Click here to read reviewer Shannon Frost's take on The The Ghost Quartet.
The four contributing authors to The Ghost Quartet have pulled together to create an eerie, romanticized paranormal
volume worthy of attention. The macabre quality of horrorwoven throughout the various contributions
calls forth frightening specters and gives life to the dark tales. Each author is known for his
or her own unique contributions to fiction writing—and the horror/fantasy genre—making for a terrific collection of
complementary stories.
"The Place of Waiting" by Brian Lumley is very Arthur Conan Doyle in nature
with its ghostly focus on the unsettling marshy lands of Dartmoor (and vicinity). Doyle’s
legendary Sherlock Holmes was set upon one of his greatest mysteries—The Hound of the Baskervilles—on the
same haunted moors that Lumley uses for his sinister paranormal entanglement.
Orson Scott Card wrote "Hamlet’s Father" as a reflection of his personal views on Shakespeare’s
Hamlet. This short story is dark, evil, and reflects on disturbing sexual obsessions and misbehaviors that
have existed in the past as well as in the present. The macabre details come into focus as the story nears completion.
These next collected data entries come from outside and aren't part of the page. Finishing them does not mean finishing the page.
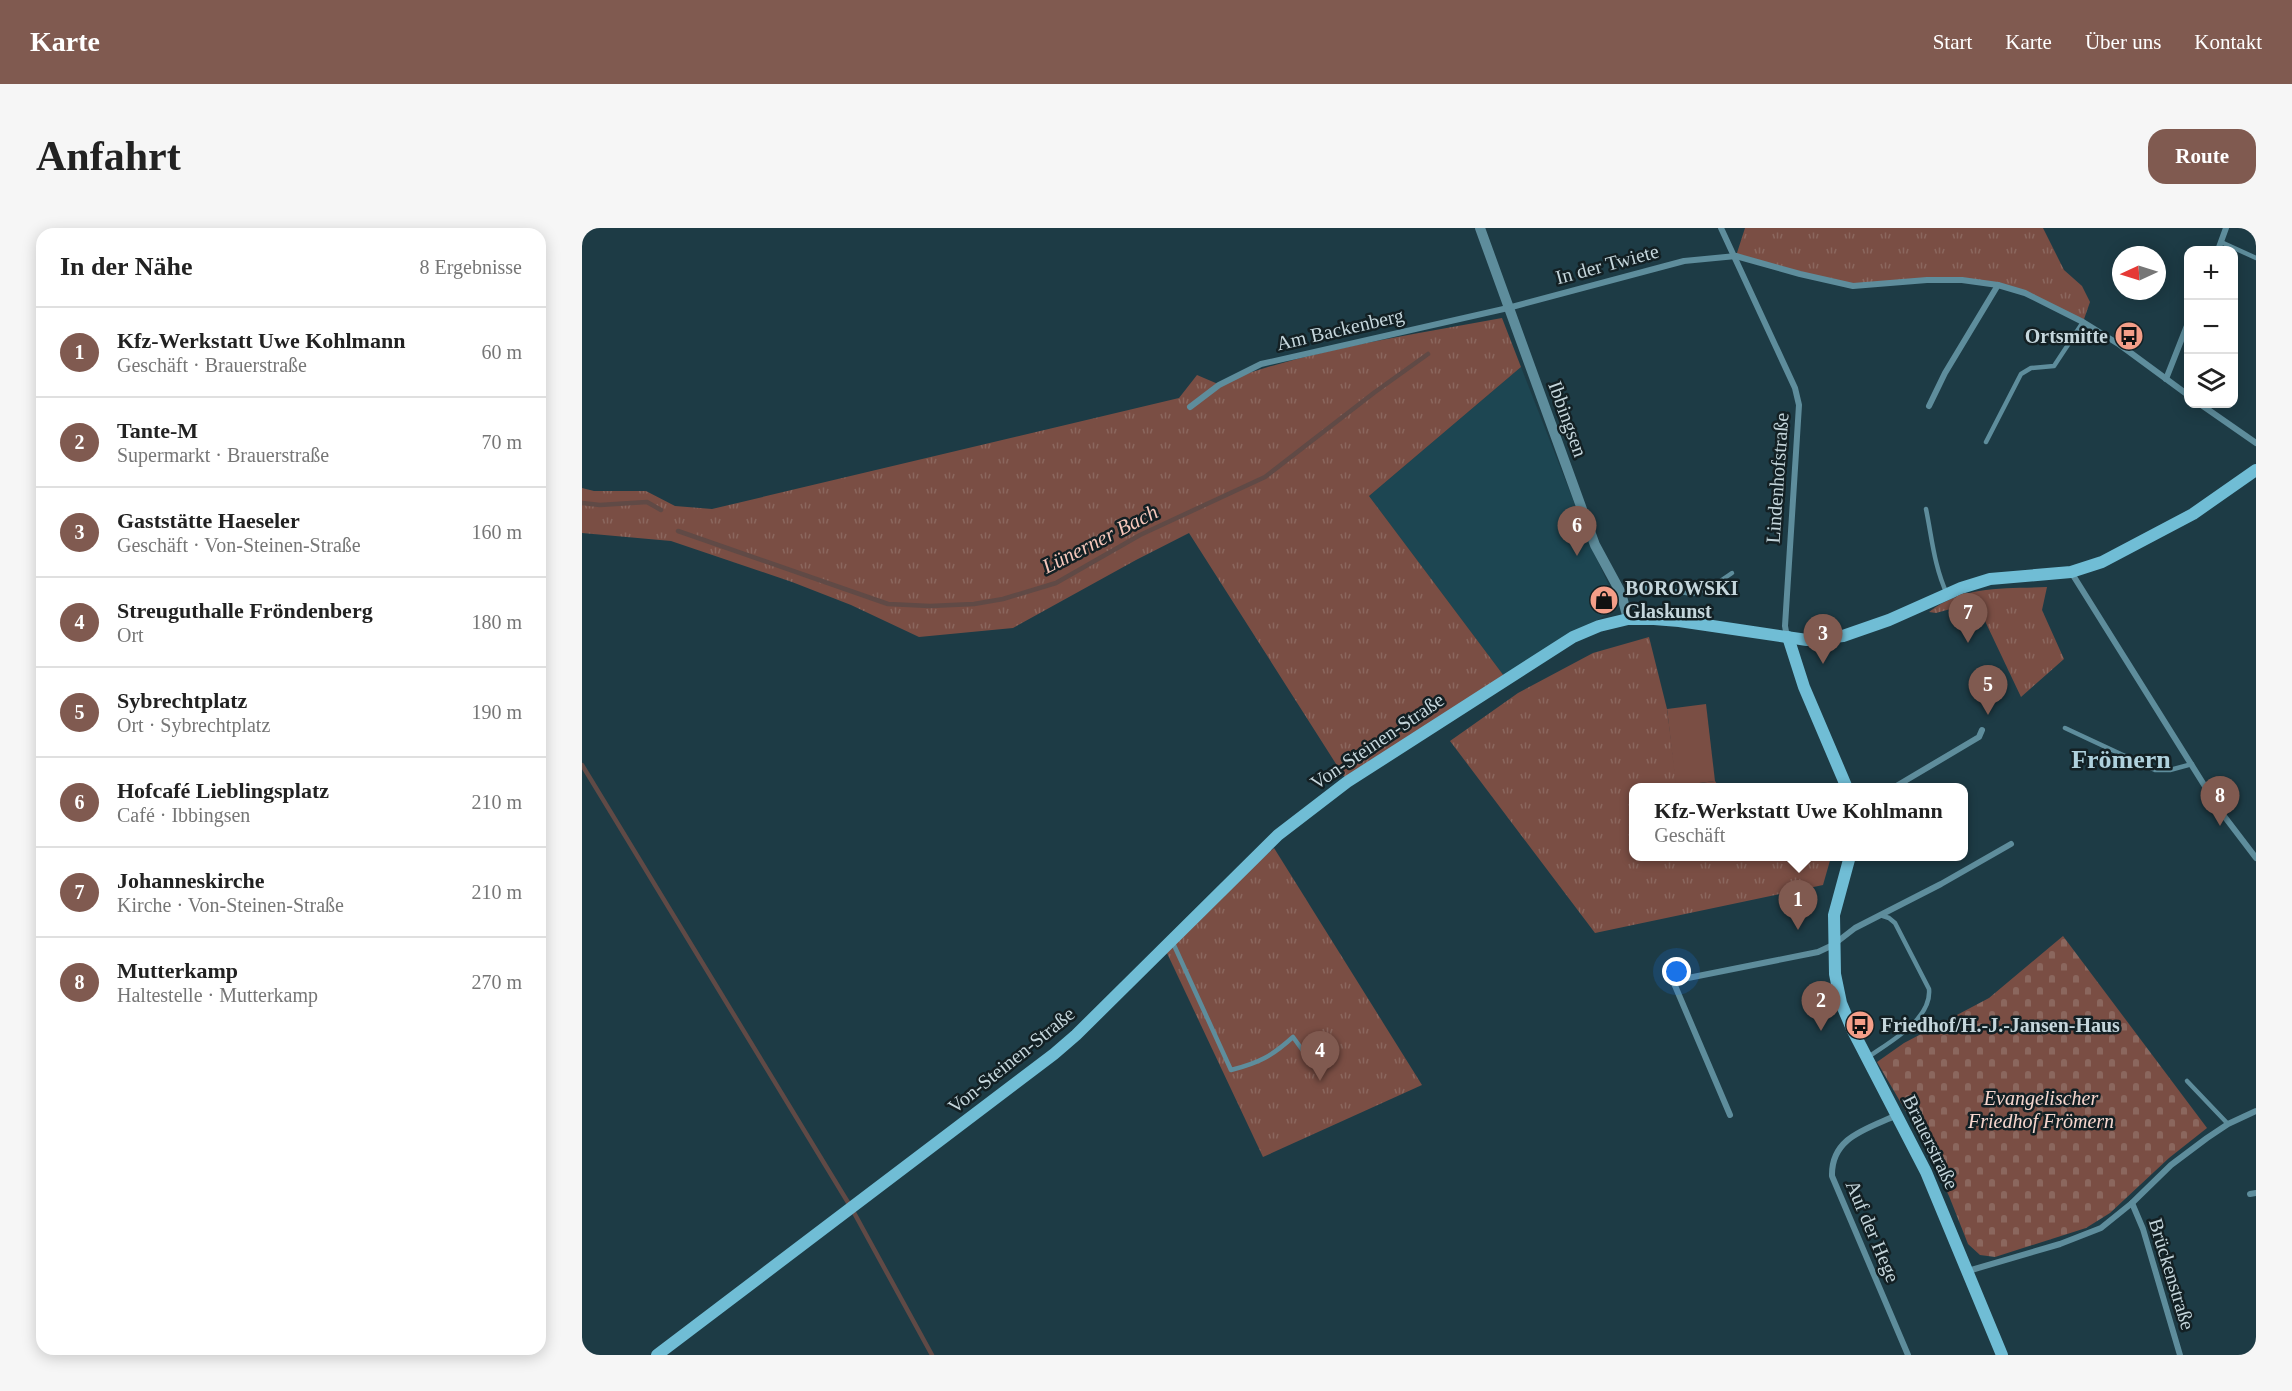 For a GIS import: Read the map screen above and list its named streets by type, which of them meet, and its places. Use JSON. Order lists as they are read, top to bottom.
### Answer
{
  "streets": {
    "main road": ["Von-Steinen-Straße", "Brauerstraße"],
    "street": [
      "In der Twiete",
      "Am Backenberg",
      "Ibbingsen",
      "Lindenhofstraße",
      "Auf der Hege",
      "Brückenstraße"
    ]
  },
  "crossings": [
    ["In der Twiete", "Am Backenberg"],
    ["In der Twiete", "Ibbingsen"],
    ["In der Twiete", "Lindenhofstraße"],
    ["Am Backenberg", "Ibbingsen"],
    ["Ibbingsen", "Von-Steinen-Straße"],
    ["Lindenhofstraße", "Von-Steinen-Straße"],
    ["Brauerstraße", "Auf der Hege"],
    ["Brauerstraße", "Brückenstraße"]
  ],
  "districts": ["Frömern"],
  "water": ["Lünerner Bach"],
  "parks": ["Evangelischer Friedhof Frömern"],
  "places": {
    "bus stop": ["Ortsmitte", "Friedhof/H.-J.-Jansen-Haus"],
    "shop": ["BOROWSKI Glaskunst"]
  },
  "north": "left",
  "page": {
    "header": "Karte",
    "nav": [
      "Start",
      "Karte",
      "Über uns",
      "Kontakt"
    ],
    "buttons": "Route",
    "title": "Anfahrt",
    "heading": ["In der Nähe", "8 Ergebnisse"],
    "map_buttons": ["+", "−"],
    "list": [
      {
        "mark": "1",
        "name": "Kfz-Werkstatt Uwe Kohlmann",
        "note": "Geschäft · Brauerstraße",
        "value": "60 m"
      },
      {
        "mark": "2",
        "name": "Tante-M",
        "note": "Supermarkt · Brauerstraße",
        "value": "70 m"
      },
      {
        "mark": "3",
        "name": "Gaststätte Haeseler",
        "note": "Geschäft · Von-Steinen-Straße",
        "value": "160 m"
      },
      {
        "mark": "4",
        "name": "Streuguthalle Fröndenberg",
        "note": "Ort",
        "value": "180 m"
      },
      {
        "mark": "5",
        "name": "Sybrechtplatz",
        "note": "Ort · Sybrechtplatz",
        "value": "190 m"
      },
      {
        "mark": "6",
        "name": "Hofcafé Lieblingsplatz",
        "note": "Café · Ibbingsen",
        "value": "210 m"
      },
      {
        "mark": "7",
        "name": "Johanneskirche",
        "note": "Kirche · Von-Steinen-Straße",
        "value": "210 m"
      },
      {
        "mark": "8",
        "name": "Mutterkamp",
        "note": "Haltestelle · Mutterkamp",
        "value": "270 m"
      }
    ],
    "pins": [
      "6",
      "7",
      "3",
      "5",
      "8",
      "1",
      "2",
      "4"
    ],
    "popup": ["Kfz-Werkstatt Uwe Kohlmann", "Geschäft"]
  }
}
"The Haunted Single Malt" by editor Marvin Kaye is a more sociable approach to ghost stories through a group of storytellers known as the Jamesians. Many spectral stories abound throughout this
tale as the Jamesians confer on the more scientific and philosophical theories of paranormal existence.
An enticing, darkly sinister twist makes this unique black magic-inspired story shine.
The Ghost Quartet
would not be complete without a fourth spectral tale about the spirits’ existence on plane so close to ours—maybe. Tanith Lee, the motivator behind these collected short works, is author of
"Strindberg’s Ghost Sonata," the closing piece inspired by a play by August Strindberg. As is Lee’s forte, the beautiful and the macabre are brilliantly blended to create a ghostly tale that is hard-pressed for competition.
The Ghost Quartet draws from various settings and eras, and readers will enjoy a variety of horror tales to satiate all paranormal-loving appetites. Unlike the more modern ghost stories of today—novels by Samantha Graves or Nancy Bush are great examples—this collection
comprises more elegant and traditional horror stories, suggestive of literary works from some of horror’s founders
like Mary Shelley, H.G. Wells, and Bram Stoker.